Our patient revenues and payor mix in the second quarter of 2010 were adversely affected by economic conditions, particularly in certain markets, such as Nevada, Texas and California, where a significant portion of our revenues are concentrated and unemployment rates remain high. In our acute care business, we experienced net revenue pressures caused primarily by declining commercial payor utilization and an increase in the number of uninsured and underinsured patients treated at our facilities. We can provide no assurance that these trends will not continue. During the first two months of the third quarter, revenues and payor mix in our acute care facilities have been volatile and are unfavorable compared to the comparable prior year period making it difficult to predict the results for the full quarter, the remainder of 2010 and thereafter.

 

Item 9.01 Financial Statements and Exhibits

(d) Exhibits. The exhibits filed as part of this Current Report on Form 8-K are listed in the Exhibit Index which is located at the end of this Current Report on Form 8-K.

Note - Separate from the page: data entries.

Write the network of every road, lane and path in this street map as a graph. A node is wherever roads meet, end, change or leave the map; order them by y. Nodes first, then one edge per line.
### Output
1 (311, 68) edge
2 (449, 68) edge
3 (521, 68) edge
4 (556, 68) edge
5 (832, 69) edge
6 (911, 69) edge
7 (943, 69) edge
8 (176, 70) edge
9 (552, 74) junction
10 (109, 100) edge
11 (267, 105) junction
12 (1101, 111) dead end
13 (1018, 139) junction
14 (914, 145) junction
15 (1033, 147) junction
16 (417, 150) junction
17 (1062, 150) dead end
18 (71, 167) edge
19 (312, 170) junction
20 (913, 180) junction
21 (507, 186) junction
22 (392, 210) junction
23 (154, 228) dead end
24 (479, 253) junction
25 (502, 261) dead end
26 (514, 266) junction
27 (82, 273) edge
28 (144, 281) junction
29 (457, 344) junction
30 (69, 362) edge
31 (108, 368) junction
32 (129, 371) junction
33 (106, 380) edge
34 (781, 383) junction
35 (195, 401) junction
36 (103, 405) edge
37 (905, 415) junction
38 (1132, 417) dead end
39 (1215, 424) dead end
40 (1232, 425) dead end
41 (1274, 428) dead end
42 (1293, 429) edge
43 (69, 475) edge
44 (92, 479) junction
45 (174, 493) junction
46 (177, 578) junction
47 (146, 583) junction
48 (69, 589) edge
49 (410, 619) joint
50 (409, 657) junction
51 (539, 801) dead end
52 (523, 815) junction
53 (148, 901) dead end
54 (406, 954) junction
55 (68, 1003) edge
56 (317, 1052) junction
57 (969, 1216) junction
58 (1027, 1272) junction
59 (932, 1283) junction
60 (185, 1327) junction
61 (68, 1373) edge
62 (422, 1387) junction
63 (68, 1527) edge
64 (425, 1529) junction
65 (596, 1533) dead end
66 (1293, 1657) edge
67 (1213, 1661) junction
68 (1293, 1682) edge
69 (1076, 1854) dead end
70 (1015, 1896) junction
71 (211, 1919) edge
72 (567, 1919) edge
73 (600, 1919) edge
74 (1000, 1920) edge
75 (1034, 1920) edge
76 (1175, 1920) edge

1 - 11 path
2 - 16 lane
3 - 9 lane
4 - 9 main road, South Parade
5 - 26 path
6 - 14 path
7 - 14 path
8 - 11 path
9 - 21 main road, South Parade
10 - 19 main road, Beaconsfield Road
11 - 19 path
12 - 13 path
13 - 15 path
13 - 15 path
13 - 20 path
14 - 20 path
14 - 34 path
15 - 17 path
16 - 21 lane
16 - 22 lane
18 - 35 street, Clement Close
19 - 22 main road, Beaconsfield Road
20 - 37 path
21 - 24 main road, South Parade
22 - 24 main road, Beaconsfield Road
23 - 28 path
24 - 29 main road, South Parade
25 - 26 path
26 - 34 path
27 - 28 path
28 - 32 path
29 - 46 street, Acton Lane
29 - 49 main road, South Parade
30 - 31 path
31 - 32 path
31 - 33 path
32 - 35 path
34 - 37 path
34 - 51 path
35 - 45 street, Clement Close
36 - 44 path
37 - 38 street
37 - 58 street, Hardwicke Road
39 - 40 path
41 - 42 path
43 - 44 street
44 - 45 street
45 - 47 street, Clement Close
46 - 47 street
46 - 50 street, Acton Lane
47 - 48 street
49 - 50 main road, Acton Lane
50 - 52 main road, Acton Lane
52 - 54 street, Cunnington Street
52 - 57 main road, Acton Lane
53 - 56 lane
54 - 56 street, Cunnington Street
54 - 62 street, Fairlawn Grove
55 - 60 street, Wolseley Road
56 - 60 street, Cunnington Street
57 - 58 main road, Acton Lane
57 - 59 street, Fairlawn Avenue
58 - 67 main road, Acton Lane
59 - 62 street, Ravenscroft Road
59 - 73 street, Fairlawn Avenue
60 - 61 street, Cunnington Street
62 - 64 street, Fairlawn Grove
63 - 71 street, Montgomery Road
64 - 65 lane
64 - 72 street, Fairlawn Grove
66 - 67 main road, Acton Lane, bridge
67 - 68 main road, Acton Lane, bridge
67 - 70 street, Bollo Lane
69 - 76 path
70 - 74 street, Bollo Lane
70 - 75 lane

Pursuant to the requirements of the Securities Exchange Act of 1934, the registrant has duly caused this report to be signed on its behalf by the undersigned hereunto duly authorized.

 

Universal Health Services, Inc.
By:  

/S/    ALAN B. MILLER        

Name:   Alan B. Miller
Title:   Chairman of the Board and
  Chief Executive Officer
By:  

/S/    STEVE FILTON        

Name:   Steve Filton
Title:   Senior Vice President and
  Chief Financial Officer

Date: September 14, 2010


Exhibit Index

 

Exhibit
No.

  

Exhibit

99.1    Capitalization table and unaudited pro forma condensed combined financial information provided to certain Prospective Investors.